__WORK REQUIRED__
An exact copy of the lines from the top of the data through the line with "2px #747179) drop-shadow(0" is what you should give, with no pictures in it.

PROVIDED RECORDS START

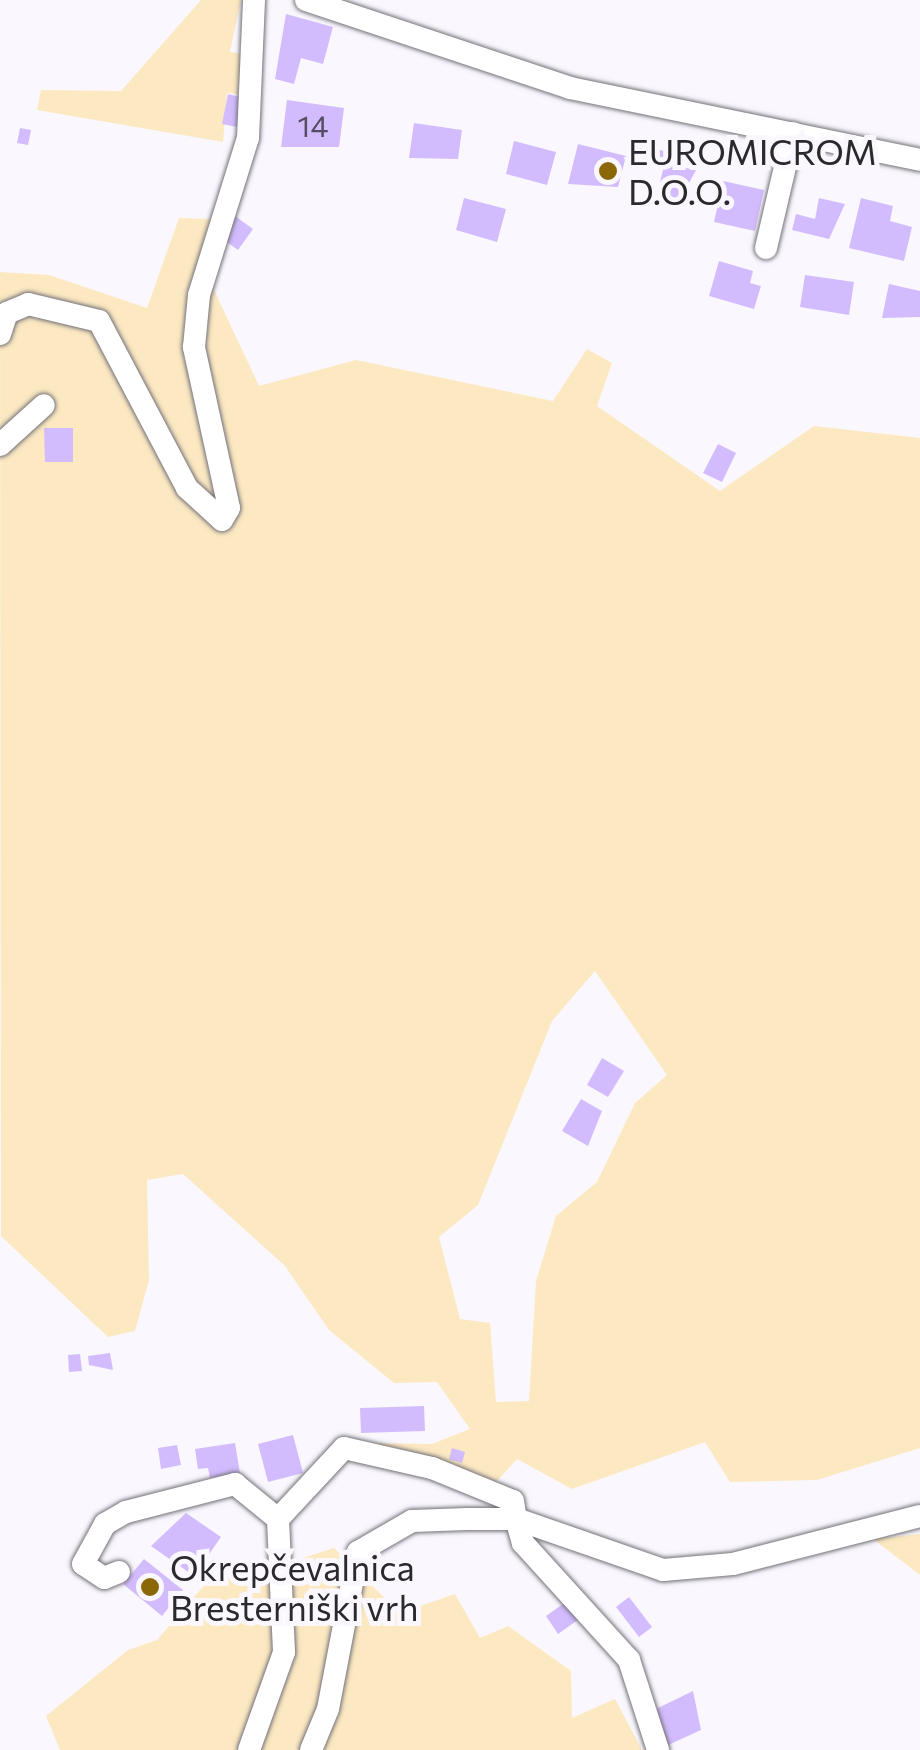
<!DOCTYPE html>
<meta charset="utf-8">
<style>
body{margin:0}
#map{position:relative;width:920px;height:1750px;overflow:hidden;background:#faf8fe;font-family:Commissioner,sans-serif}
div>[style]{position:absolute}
.green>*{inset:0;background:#fce9c2}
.building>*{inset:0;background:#d3bcfe}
.roads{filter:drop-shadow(0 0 2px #747179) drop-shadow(0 0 2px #747179)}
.minor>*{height:22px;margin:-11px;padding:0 11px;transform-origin:11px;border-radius:11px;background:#fff}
.dots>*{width:28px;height:28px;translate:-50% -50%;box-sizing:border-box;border:5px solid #faf8fe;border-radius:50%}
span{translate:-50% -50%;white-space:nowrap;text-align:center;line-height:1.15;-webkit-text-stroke:10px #faf8fe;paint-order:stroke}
.number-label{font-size:30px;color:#544e60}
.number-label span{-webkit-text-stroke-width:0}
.poi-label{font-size:35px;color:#2a292c}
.left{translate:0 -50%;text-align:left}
</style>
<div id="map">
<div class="green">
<div style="clip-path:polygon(201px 0,241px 0,230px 52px,246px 54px,248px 95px,227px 93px,223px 142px,37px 110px,41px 90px,121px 91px)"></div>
<div style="clip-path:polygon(evenodd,179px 218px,211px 219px,200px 260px,259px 386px,356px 360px,553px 401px,587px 349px,612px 363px,597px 406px,720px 491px,814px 426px,920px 438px,920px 1448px,817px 1480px,730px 1482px,705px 1442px,572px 1489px,517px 1459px,487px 1492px,370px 1443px,432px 1444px,470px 1429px,437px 1382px,394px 1383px,329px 1330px,285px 1266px,183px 1174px,147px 1180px,149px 1280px,135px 1331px,108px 1337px,1px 1236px,0 272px,49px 275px,147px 308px,179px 218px,595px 971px,667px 1075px,635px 1103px,597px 1182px,556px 1216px,536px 1281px,529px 1401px,496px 1402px,490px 1323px,460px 1319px,439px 1237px,478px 1205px,552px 1021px,595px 971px)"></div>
<div style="clip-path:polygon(920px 1534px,920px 1575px,873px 1539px)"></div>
<div style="clip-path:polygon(334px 1548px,400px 1613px,455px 1594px,480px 1638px,508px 1626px,571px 1671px,572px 1718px,615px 1699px,642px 1750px,60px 1750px,46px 1716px,128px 1650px,157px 1640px,227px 1559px,241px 1578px)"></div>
</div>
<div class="building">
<div style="clip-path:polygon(286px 14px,333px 27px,323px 64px,301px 58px,294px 84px,275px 79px)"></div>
<div style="clip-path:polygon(228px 94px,244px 98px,237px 127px,222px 124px)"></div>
<div style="clip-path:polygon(287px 100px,344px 108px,339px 147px,281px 147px)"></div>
<div style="clip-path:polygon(414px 123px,462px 130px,458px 159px,409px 158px)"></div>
<div style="clip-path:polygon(20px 128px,31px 130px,28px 145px,17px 143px)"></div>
<div style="clip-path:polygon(514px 141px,556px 152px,547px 185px,506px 174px)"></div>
<div style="clip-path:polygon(578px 144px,626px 156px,618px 187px,568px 184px)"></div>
<div style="clip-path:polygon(655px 149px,669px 152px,667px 164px,696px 170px,677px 206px,656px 201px,663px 169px,651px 166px)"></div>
<div style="clip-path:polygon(723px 181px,764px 190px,755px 231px,714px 222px)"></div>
<div style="clip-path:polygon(464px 198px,506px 209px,497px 242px,456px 230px)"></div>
<div style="clip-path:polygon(819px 198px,845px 204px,829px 239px,792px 230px,796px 214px,815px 219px)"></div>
<div style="clip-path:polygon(861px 198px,893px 206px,890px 221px,912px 227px,904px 261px,849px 248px)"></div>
<div style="clip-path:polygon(228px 211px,253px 229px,238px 250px,224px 240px)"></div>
<div style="clip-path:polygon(719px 261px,753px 271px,750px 283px,761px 286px,754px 309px,709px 296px)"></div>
<div style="clip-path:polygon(805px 275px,854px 282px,849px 315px,800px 307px)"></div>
<div style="clip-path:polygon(889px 284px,920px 291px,920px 317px,882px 318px)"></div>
<div style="clip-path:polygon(44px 428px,73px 428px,73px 462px,45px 462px)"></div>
<div style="clip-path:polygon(718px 444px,736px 453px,722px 482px,703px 473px)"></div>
<div style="clip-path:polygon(602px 1058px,624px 1071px,608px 1097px,587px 1085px)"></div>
<div style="clip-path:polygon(581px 1099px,602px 1111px,588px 1146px,562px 1131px)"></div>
<div style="clip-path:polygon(110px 1353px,113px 1370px,89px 1365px,88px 1356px)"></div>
<div style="clip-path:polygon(80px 1354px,82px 1371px,69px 1372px,68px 1355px)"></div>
<div style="clip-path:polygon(424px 1406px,425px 1431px,361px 1433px,360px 1408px)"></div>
<div style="clip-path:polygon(293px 1435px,303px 1473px,268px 1482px,258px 1444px)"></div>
<div style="clip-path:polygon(235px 1443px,240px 1473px,210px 1478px,208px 1468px,198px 1469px,195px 1449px)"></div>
<div style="clip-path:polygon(177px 1445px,181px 1465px,161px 1469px,158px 1448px)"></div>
<div style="clip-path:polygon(452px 1448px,465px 1452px,462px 1463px,449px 1459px)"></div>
<div style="clip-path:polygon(186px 1513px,221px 1537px,194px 1576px,151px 1546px)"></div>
<div style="clip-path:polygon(144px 1559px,183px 1590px,162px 1616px,123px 1584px)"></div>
<div style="clip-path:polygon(629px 1597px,652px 1627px,639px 1637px,616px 1607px)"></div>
<div style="clip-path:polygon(570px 1599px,582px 1617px,558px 1634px,546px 1616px)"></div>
<div style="clip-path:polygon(693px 1691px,701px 1730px,666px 1746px,656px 1709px)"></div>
</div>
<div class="roads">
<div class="minor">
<div style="left:306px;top:0;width:278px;rotate:18.4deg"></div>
<div style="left:570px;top:88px;width:357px;rotate:11.6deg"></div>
<div style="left:766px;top:248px;width:118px;rotate:-76.8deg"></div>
<div style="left:0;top:334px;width:22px;rotate:-72deg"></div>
<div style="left:7px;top:313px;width:23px;rotate:-23deg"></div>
<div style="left:28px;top:304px;width:73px;rotate:13.5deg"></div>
<div style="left:99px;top:321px;width:189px;rotate:62.2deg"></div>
<div style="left:187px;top:488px;width:47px;rotate:42.4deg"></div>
<div style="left:222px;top:520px;width:14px;rotate:-60deg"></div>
<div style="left:229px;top:508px;width:165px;rotate:-102.3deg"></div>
<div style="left:194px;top:347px;width:52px;rotate:-84.5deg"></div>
<div style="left:199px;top:295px;width:164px;rotate:-72.7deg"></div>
<div style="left:248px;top:138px;width:138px;rotate:-87.5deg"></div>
<div style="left:0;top:445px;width:59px;rotate:-42.3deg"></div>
<div style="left:119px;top:1572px;width:16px;rotate:158deg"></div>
<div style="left:104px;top:1578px;width:25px;rotate:-146deg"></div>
<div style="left:83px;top:1564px;width:46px;rotate:-61.2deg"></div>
<div style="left:105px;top:1524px;width:24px;rotate:-30deg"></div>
<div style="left:126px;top:1512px;width:113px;rotate:-14.4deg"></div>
<div style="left:235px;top:1484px;width:55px;rotate:39.1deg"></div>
<div style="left:278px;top:1519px;width:97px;rotate:-47.1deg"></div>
<div style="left:344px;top:1448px;width:90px;rotate:12.8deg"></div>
<div style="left:432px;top:1468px;width:87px;rotate:22.2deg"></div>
<div style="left:513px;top:1501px;width:18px;rotate:81deg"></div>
<div style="left:516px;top:1519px;width:156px;rotate:19.1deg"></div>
<div style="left:663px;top:1570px;width:70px;rotate:-4.9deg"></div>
<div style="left:733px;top:1564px;width:193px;rotate:-14.4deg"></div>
<div style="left:249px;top:1750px;width:104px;rotate:-70.3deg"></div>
<div style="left:284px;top:1652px;width:133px;rotate:-92.6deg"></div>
<div style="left:311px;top:1750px;width:44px;rotate:-67.5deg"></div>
<div style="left:328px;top:1709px;width:160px;rotate:-79.2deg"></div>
<div style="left:358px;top:1552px;width:62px;rotate:-29.9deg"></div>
<div style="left:412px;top:1521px;width:55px;rotate:-2.1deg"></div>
<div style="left:467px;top:1519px;width:49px"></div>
<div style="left:516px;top:1519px;width:25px;rotate:74deg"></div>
<div style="left:523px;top:1543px;width:158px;rotate:47.8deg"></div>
<div style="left:629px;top:1660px;width:95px;rotate:72.1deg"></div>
</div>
</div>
<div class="dots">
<div style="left:608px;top:171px;background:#8a6807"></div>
<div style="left:150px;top:1587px;background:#8a6807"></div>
</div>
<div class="number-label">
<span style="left:313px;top:125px">14</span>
</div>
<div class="poi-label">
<span class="left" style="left:628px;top:171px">EUROMICROM<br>D.O.O.</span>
<span class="left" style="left:170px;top:1587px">Okrepčevalnica<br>Bresterniški vrh</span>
</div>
</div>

PROVIDED RECORDS END

__ANSWER TO THIS EXERCISE__
<!DOCTYPE html>
<meta charset="utf-8">
<style>
body{margin:0}
#map{position:relative;width:920px;height:1750px;overflow:hidden;background:#faf8fe;font-family:Commissioner,sans-serif}
div>[style]{position:absolute}
.green>*{inset:0;background:#fce9c2}
.building>*{inset:0;background:#d3bcfe}
.roads{filter:drop-shadow(0 0 2px #747179) drop-shadow(0 0 2px #747179)}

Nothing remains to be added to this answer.